* YOUR TASK: Transcribe the records below exactly as they appear, omitting any pictures.

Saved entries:
┌──
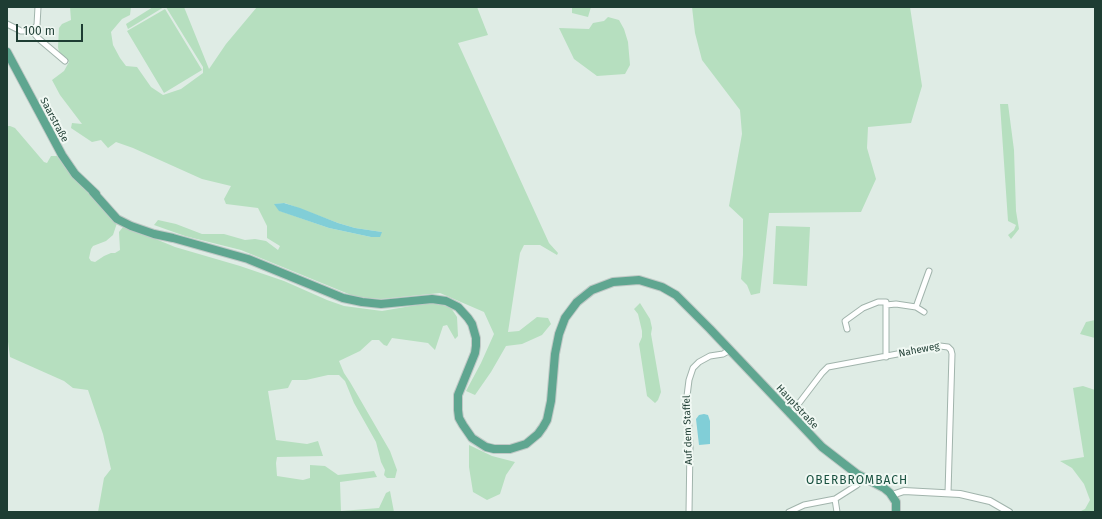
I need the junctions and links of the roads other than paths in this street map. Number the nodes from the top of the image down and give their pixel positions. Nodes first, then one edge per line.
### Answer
1 (38, 7) edge
2 (7, 24) edge
3 (32, 31) junction
4 (7, 52) edge
5 (65, 60) dead end
6 (173, 238) joint
7 (929, 272) dead end
8 (886, 305) junction
9 (916, 307) junction
10 (924, 312) dead end
11 (847, 329) dead end
12 (730, 350) junction
13 (886, 357) junction
14 (790, 415) junction
15 (863, 478) junction
16 (948, 493) junction
17 (892, 496) junction
18 (835, 499) junction
19 (689, 512) edge
20 (789, 512) edge
21 (836, 512) edge
22 (896, 512) edge
23 (1009, 512) edge

1 - 3 street
2 - 3 street
3 - 5 street
4 - 6 main road, Saarstraße
6 - 12 main road, Hauptstraße
7 - 9 street
8 - 9 street
8 - 11 street
8 - 13 street
9 - 10 street
12 - 14 main road, Hauptstraße
12 - 19 street, Auf dem Staffel
13 - 14 street, Naheweg
13 - 16 street, Naheweg
14 - 15 main road, Hauptstraße
15 - 17 main road, Hauptstraße
15 - 18 street
16 - 17 street
16 - 23 street
17 - 22 main road
18 - 20 street
18 - 21 street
└──
* EXERCISE RESULT:
I need the junctions and links of the roads other than paths in this street map. Number the nodes from the top of the image down and give their pixel positions. Nodes first, then one edge per line.
### Answer
1 (38, 7) edge
2 (7, 24) edge
3 (32, 31) junction
4 (7, 52) edge
5 (65, 60) dead end
6 (173, 238) joint
7 (929, 272) dead end
8 (886, 305) junction
9 (916, 307) junction
10 (924, 312) dead end
11 (847, 329) dead end
12 (730, 350) junction
13 (886, 357) junction
14 (790, 415) junction
15 (863, 478) junction
16 (948, 493) junction
17 (892, 496) junction
18 (835, 499) junction
19 (689, 512) edge
20 (789, 512) edge
21 (836, 512) edge
22 (896, 512) edge
23 (1009, 512) edge

1 - 3 street
2 - 3 street
3 - 5 street
4 - 6 main road, Saarstraße
6 - 12 main road, Hauptstraße
7 - 9 street
8 - 9 street
8 - 11 street
8 - 13 street
9 - 10 street
12 - 14 main road, Hauptstraße
12 - 19 street, Auf dem Staffel
13 - 14 street, Naheweg
13 - 16 street, Naheweg
14 - 15 main road, Hauptstraße
15 - 17 main road, Hauptstraße
15 - 18 street
16 - 17 street
16 - 23 street
17 - 22 main road
18 - 20 street
18 - 21 street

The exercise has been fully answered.